Governments love to use external enemies as a way to further their agendas. Alarmed by reports that American spies are gathering data from popular web services , Ilya Kostunov, a lawmaker from Vladimir Putin's United Russia party in the lower house of government, yesterday said he wants state officials to stop using US social networks and email services such as Facebook and Gmail for official purposes.

This seems like a sensible move. But Kostunov--who is on Facebook, Google+ and LiveJournal --goes further. He told Izvestia, a Russian daily, about a letter (link in Russian) he sent to deputy prime minister Dmitry Rogozin (more on him later), the head of the Federal Security Service (FSB is the successor to the KGB), and the defense and communications ministers, in which he suggests that any lapses resulting from the reckless use of foreign services should be dealt with under article 275 of the Russian criminal code: treason. The law was recently expanded to include wide-ranging new definitions of treason.

The Democracy Report

Kostunov is a colorful character in Russian politics, known, among other things, for insulting the entire Russian population.
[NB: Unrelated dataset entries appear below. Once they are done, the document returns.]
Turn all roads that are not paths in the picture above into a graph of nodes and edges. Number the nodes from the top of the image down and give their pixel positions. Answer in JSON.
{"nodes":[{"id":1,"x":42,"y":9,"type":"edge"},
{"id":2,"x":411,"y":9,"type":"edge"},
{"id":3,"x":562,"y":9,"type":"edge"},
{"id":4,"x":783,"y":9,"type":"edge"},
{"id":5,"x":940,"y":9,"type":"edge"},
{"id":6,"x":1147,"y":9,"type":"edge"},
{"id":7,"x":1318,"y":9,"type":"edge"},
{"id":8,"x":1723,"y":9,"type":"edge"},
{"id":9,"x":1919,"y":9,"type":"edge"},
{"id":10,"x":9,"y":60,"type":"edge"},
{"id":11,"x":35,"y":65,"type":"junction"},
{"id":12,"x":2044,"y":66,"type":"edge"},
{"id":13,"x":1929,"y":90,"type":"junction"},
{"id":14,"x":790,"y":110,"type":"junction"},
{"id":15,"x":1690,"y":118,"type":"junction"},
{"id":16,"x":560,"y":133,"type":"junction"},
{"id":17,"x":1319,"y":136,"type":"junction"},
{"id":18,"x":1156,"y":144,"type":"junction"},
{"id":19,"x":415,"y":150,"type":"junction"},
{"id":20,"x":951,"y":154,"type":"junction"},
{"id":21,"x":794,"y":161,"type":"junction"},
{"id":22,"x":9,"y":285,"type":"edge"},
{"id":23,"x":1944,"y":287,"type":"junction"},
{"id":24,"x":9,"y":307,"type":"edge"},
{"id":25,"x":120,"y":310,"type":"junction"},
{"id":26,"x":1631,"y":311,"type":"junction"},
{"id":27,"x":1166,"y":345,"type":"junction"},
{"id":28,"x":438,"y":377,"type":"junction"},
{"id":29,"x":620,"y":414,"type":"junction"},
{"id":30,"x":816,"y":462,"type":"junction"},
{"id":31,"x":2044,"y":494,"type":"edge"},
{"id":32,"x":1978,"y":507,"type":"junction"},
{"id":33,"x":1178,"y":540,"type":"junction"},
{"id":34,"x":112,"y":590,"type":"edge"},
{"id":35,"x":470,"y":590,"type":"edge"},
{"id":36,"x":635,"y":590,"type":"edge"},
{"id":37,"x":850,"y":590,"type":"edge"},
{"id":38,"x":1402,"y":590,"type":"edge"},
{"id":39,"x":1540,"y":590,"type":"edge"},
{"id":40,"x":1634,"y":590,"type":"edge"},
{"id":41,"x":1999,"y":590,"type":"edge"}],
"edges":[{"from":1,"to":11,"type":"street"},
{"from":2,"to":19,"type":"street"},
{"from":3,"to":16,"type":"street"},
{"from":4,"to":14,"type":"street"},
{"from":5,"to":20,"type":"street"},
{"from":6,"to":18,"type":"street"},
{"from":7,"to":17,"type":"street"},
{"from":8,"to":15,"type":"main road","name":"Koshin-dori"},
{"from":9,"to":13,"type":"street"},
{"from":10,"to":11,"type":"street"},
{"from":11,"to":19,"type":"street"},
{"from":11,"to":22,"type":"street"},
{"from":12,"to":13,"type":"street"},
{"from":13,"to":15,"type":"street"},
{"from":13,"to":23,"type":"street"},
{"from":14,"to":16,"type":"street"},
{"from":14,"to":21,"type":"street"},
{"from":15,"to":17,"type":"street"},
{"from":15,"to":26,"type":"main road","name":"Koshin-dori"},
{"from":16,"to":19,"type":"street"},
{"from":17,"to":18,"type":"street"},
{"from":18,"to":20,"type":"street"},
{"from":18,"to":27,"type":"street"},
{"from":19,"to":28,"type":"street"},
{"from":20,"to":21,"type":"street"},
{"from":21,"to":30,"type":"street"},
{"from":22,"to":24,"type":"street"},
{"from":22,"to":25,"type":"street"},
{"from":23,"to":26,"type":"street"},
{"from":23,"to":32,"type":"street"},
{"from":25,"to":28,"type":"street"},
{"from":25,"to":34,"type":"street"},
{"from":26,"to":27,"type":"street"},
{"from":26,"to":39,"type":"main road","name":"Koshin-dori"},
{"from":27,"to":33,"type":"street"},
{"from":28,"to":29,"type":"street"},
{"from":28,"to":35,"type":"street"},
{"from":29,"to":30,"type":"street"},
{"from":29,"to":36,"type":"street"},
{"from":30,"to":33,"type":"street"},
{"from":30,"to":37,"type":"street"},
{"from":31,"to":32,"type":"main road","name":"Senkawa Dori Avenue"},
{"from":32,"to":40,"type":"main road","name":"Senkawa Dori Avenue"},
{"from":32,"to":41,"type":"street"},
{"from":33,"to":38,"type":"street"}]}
But his views parallel those of the Russian establishment.

Last week, Russia's deputy prime minister Rogozin suggested at a lecture in Moscow that the the US State Department was actively engaged in influencing Russian public opinion through social networks. He said that people "receive special content that is undermining the authority of the state and the values of the established state," according to Russia Today, an English-language news service.

Earlier this week, the head of the FSB, Alexander Bortnikov, told a meeting of the national counter-terrorism committee that social networks and foreigners (link in Russian) were spreading religious extremism in Russia, according to the Russian news agency ITAR-TASS.

These statements contain within them an element of truth. Russian ministers and intelligence services, like their counterparts in other parts of the world, have legitimate reasons to worry about data security and online extremism. But Russia's complaints are undermined by its own attacks on free speech and online forums.

Last year, Russia passed a law requiring NGOs that obtain funding from outside Russia to register as "foreign agents," a law that critics say isused to harass those organizations. Kostunov wasamong those pushing for the law to be expanded to the media. More recently, Russia has turned its wrath on the internet. In May, a parliamentarian held social networks responsible for helping organise protests in Moscow. The Committee to Protect Journalists reports that Putin in February called on the FSB to better monitor social networks, and cites lawmaker Aleksey Mitrofanov as saying "an era of absolutely free internet in Russia has ended."

More worrying still is the persecution of Pavel Durov, who founded VKontakte, a popular--and permissive--Russian social network. Durov disappeared in April after being accused of hitting a policeman with his car. Shortly thereafter, authorities raided VKontakte's offices in St Petersburg. The following day, two of his partners sold their combined 48% stake in the company to a private equity group linked to the Kremlin. Some view l'affaire Durov as part of a wider crackdown on internet freedom.

Together, these events and exhortations from lawmakers point to a clear trend: Russia's problem with social networks is actually a problem with free speech itself, even if it is couched in the international language of controlling extremism, unchecked migration and criminal activities. Foreigners are the enemy in this campaign. And the NSA leaks give Putin's men a perfect opportunity to drive home that message.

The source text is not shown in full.